• [Instructions for the task] Write out exactly the line containing "Road topology of" and all lines that come after it in the listing below, through the very last one.

• [Supplied data]

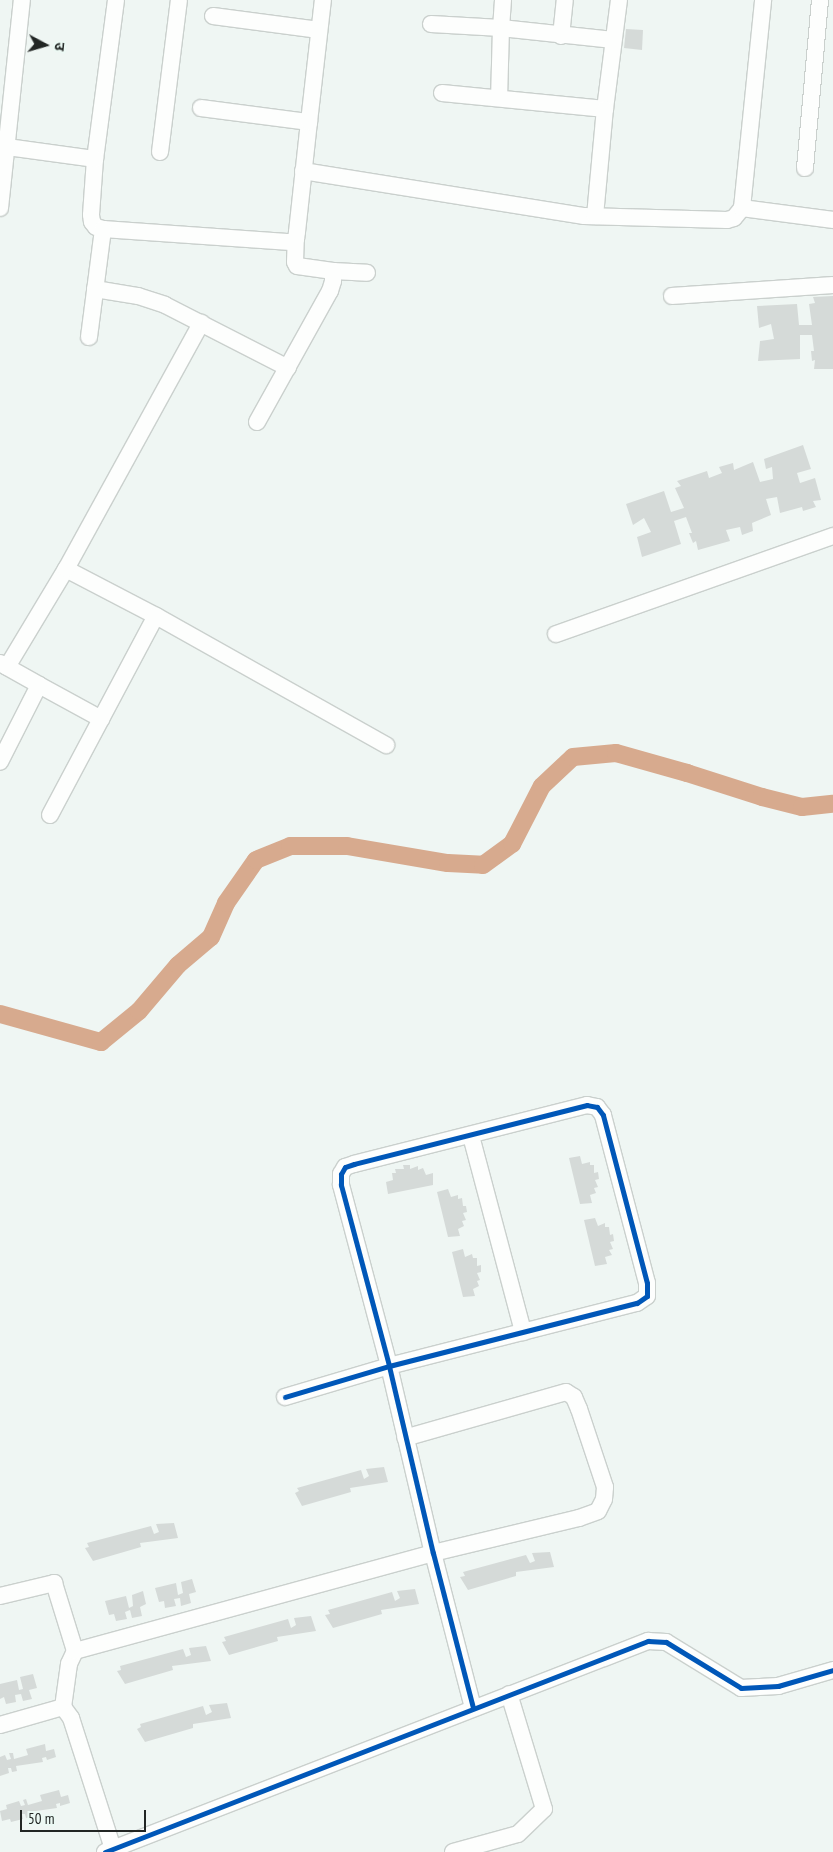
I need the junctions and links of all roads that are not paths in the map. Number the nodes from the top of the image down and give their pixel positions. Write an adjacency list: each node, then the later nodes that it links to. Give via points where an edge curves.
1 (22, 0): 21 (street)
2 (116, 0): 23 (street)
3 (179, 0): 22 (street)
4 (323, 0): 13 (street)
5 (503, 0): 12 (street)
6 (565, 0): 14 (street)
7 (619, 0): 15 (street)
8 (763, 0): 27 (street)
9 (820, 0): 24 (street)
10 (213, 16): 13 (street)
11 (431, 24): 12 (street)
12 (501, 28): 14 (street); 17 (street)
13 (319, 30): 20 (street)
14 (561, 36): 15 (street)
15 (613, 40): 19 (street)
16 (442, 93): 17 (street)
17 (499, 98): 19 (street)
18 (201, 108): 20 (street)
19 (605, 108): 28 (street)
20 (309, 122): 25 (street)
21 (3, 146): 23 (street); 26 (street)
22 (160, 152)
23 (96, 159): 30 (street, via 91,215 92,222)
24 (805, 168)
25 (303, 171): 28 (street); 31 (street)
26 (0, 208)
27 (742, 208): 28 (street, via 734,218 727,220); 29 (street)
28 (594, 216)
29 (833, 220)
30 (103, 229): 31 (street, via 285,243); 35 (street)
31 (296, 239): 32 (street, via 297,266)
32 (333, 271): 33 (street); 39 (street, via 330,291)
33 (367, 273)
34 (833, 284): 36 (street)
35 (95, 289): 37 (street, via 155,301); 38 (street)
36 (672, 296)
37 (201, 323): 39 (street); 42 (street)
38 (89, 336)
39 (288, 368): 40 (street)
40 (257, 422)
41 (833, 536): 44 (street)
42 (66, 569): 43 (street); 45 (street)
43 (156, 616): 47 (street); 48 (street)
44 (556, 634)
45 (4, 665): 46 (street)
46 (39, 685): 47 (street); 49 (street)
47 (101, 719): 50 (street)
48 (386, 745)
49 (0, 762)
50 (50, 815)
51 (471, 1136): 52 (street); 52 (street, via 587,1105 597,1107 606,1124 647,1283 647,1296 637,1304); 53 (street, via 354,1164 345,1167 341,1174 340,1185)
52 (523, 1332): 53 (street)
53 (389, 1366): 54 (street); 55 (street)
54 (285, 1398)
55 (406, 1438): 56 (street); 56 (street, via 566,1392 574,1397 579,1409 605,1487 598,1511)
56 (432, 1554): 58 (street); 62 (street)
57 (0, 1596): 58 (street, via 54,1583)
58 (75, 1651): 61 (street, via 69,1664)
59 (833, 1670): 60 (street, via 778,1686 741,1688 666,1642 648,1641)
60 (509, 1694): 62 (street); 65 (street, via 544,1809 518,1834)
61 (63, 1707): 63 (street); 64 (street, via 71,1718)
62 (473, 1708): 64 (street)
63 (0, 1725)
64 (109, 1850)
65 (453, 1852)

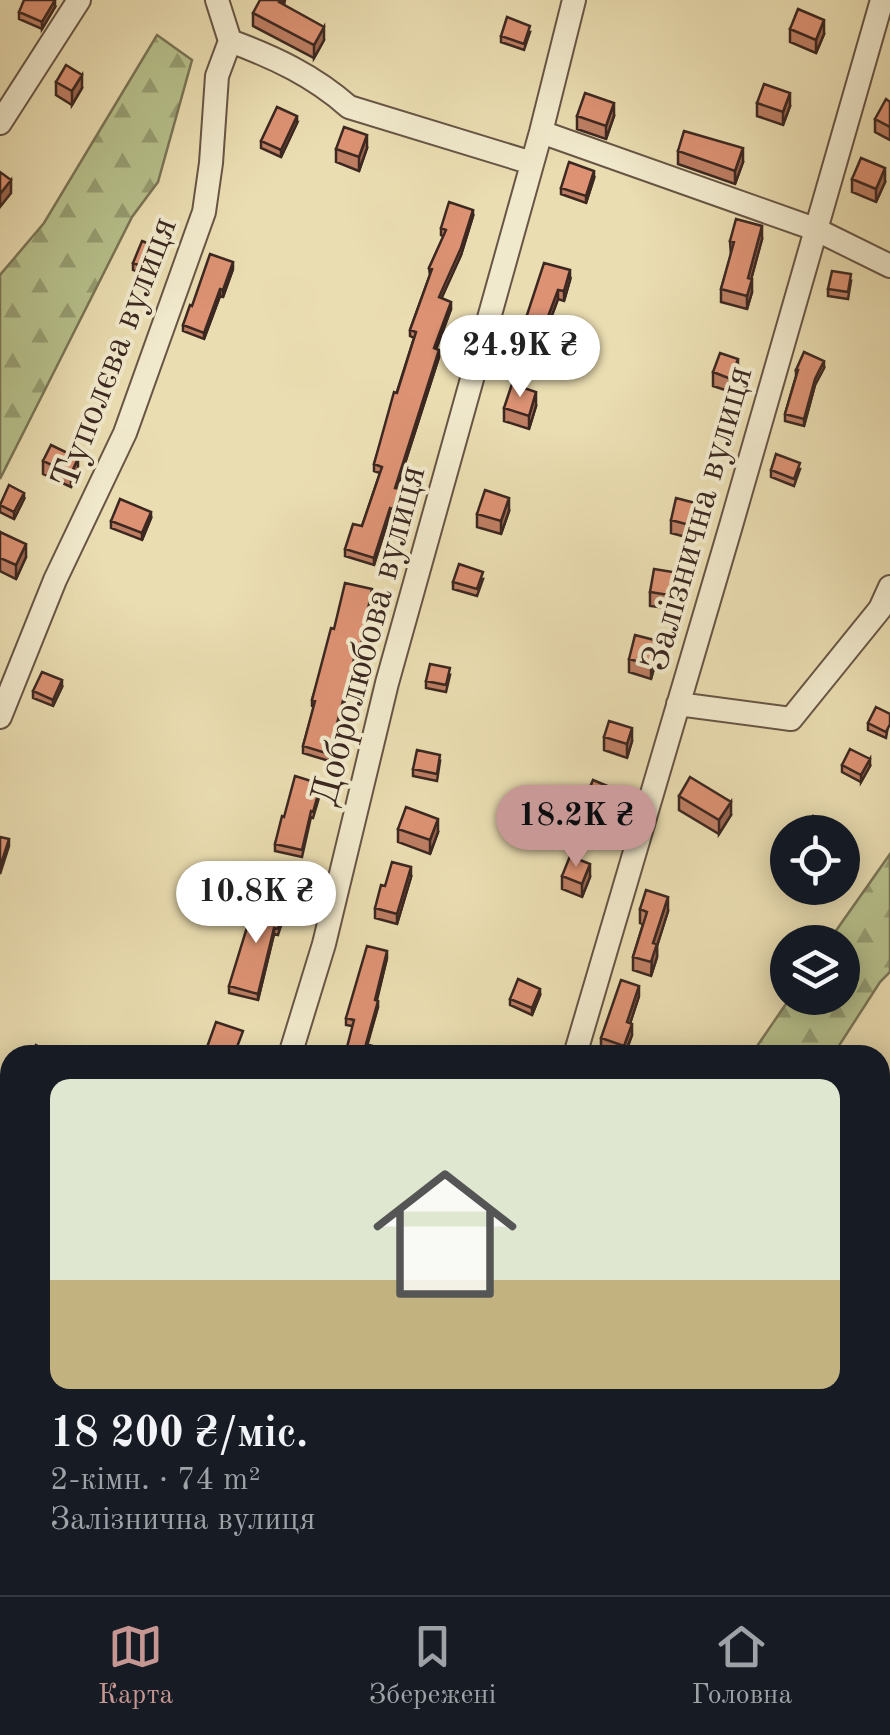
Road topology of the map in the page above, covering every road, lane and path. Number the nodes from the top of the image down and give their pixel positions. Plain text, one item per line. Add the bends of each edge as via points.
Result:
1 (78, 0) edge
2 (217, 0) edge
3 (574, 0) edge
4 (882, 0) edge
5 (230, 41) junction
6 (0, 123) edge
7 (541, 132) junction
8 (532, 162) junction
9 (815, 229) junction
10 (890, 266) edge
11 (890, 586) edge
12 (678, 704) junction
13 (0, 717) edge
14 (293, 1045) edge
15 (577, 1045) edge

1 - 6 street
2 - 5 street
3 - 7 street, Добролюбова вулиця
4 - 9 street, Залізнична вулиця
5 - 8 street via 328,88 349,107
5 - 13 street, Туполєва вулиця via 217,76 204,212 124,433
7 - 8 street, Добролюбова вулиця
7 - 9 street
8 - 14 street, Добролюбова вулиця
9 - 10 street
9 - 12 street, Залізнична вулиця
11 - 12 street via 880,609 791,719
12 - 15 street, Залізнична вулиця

• [Final answer]
Road topology of the map in the page above, covering every road, lane and path. Number the nodes from the top of the image down and give their pixel positions. Plain text, one item per line. Add the bends of each edge as via points.
Result:
1 (78, 0) edge
2 (217, 0) edge
3 (574, 0) edge
4 (882, 0) edge
5 (230, 41) junction
6 (0, 123) edge
7 (541, 132) junction
8 (532, 162) junction
9 (815, 229) junction
10 (890, 266) edge
11 (890, 586) edge
12 (678, 704) junction
13 (0, 717) edge
14 (293, 1045) edge
15 (577, 1045) edge

1 - 6 street
2 - 5 street
3 - 7 street, Добролюбова вулиця
4 - 9 street, Залізнична вулиця
5 - 8 street via 328,88 349,107
5 - 13 street, Туполєва вулиця via 217,76 204,212 124,433
7 - 8 street, Добролюбова вулиця
7 - 9 street
8 - 14 street, Добролюбова вулиця
9 - 10 street
9 - 12 street, Залізнична вулиця
11 - 12 street via 880,609 791,719
12 - 15 street, Залізнична вулиця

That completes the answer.